▸ **Problem details**: Using the data below, copy every line that contains the word "土佐一宮停車場一宮線".
+ + + + + + +
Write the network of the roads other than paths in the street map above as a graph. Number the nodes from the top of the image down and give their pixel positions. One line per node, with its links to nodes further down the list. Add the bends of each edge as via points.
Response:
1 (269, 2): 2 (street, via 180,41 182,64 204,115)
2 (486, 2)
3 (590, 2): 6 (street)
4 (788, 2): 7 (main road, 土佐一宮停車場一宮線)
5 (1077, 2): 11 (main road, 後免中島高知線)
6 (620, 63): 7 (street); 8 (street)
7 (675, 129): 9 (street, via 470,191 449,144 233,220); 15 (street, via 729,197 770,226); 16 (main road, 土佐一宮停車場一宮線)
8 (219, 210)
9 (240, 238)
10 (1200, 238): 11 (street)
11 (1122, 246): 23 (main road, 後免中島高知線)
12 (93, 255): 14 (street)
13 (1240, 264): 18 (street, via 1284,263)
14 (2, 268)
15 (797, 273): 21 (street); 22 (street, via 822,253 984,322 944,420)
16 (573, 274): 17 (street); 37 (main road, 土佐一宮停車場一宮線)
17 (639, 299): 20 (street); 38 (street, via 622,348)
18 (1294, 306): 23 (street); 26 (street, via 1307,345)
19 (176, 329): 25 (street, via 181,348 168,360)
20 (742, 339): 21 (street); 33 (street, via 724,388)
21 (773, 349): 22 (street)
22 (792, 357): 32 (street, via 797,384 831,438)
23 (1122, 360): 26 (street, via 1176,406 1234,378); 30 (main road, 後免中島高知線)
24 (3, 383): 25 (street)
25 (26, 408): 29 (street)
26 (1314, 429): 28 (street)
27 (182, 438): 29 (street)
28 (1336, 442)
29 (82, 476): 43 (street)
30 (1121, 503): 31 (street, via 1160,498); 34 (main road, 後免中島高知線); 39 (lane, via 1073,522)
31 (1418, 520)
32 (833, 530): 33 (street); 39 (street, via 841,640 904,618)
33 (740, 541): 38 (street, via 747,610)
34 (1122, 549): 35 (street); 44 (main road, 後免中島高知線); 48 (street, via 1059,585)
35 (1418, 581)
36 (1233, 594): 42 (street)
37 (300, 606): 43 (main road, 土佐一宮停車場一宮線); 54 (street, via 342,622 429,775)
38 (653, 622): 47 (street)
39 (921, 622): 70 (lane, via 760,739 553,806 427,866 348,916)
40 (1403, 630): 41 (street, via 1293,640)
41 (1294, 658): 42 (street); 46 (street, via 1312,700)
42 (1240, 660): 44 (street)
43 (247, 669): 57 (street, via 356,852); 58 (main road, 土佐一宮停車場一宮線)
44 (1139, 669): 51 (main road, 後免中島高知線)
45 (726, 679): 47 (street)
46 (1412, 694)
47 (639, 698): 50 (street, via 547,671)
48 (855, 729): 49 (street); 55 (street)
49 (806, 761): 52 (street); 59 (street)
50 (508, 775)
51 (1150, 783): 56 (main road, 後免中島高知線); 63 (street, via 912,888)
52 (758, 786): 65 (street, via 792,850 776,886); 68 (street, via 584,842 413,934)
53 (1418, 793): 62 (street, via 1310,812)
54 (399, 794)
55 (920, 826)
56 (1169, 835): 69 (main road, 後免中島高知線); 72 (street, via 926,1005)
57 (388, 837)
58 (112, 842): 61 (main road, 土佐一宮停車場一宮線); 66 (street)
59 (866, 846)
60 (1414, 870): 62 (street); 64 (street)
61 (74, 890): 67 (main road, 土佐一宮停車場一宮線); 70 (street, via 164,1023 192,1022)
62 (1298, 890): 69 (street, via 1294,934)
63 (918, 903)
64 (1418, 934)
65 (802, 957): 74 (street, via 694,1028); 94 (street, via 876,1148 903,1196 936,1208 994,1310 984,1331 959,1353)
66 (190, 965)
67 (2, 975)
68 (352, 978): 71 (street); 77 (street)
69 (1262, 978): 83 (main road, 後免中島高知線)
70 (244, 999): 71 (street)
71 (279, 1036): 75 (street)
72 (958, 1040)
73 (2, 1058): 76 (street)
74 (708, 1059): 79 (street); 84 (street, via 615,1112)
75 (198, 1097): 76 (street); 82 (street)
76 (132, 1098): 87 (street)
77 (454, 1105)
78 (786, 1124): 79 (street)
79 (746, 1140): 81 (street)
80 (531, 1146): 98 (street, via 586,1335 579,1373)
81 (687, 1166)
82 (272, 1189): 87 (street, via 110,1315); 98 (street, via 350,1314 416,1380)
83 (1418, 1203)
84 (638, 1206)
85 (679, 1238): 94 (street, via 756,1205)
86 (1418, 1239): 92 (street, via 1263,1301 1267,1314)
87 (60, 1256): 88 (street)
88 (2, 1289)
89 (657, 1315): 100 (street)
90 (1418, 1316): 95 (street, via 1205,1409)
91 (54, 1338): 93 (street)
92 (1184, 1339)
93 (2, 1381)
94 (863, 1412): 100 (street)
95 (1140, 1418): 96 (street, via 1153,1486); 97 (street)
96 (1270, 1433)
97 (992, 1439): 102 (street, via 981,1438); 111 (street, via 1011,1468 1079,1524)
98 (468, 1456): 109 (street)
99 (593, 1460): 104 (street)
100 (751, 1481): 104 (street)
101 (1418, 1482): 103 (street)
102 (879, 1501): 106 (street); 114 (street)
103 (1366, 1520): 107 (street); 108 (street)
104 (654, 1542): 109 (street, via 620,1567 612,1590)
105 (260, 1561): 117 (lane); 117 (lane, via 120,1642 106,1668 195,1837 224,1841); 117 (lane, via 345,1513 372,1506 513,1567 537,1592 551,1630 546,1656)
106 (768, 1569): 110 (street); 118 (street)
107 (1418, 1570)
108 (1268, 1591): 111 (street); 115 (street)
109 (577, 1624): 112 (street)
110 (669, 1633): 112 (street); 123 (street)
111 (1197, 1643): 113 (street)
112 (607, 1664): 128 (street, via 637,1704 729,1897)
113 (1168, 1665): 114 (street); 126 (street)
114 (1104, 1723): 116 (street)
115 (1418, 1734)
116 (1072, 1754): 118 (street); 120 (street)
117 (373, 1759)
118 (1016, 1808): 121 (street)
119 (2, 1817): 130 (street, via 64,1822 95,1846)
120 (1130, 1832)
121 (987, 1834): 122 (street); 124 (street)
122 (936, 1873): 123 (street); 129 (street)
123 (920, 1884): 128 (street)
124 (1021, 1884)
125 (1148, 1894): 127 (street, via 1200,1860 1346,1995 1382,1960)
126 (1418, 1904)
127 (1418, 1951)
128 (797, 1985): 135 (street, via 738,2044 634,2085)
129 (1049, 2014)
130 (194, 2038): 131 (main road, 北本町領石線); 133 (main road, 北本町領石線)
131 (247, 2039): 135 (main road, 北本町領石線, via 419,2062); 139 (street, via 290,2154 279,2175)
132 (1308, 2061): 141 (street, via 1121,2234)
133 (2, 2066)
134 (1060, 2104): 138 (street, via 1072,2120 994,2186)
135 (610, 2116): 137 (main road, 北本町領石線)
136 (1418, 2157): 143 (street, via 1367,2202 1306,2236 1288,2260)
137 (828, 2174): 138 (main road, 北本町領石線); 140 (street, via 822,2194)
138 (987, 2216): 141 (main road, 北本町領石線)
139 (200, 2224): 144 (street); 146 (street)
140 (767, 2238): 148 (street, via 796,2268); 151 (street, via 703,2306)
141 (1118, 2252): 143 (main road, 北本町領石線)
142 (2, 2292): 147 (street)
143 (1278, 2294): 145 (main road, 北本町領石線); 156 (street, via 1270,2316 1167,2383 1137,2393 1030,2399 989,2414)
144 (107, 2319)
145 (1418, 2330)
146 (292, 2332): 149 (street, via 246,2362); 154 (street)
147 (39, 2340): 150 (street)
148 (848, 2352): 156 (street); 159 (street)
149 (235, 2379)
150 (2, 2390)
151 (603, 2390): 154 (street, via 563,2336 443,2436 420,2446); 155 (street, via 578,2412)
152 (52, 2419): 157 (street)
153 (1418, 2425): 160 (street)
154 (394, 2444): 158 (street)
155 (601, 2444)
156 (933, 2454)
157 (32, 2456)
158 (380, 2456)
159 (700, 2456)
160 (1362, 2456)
+ + + + + + +
▸ **Solution**:
4 (788, 2): 7 (main road, 土佐一宮停車場一宮線)
7 (675, 129): 9 (street, via 470,191 449,144 233,220); 15 (street, via 729,197 770,226); 16 (main road, 土佐一宮停車場一宮線)
16 (573, 274): 17 (street); 37 (main road, 土佐一宮停車場一宮線)
37 (300, 606): 43 (main road, 土佐一宮停車場一宮線); 54 (street, via 342,622 429,775)
43 (247, 669): 57 (street, via 356,852); 58 (main road, 土佐一宮停車場一宮線)
58 (112, 842): 61 (main road, 土佐一宮停車場一宮線); 66 (street)
61 (74, 890): 67 (main road, 土佐一宮停車場一宮線); 70 (street, via 164,1023 192,1022)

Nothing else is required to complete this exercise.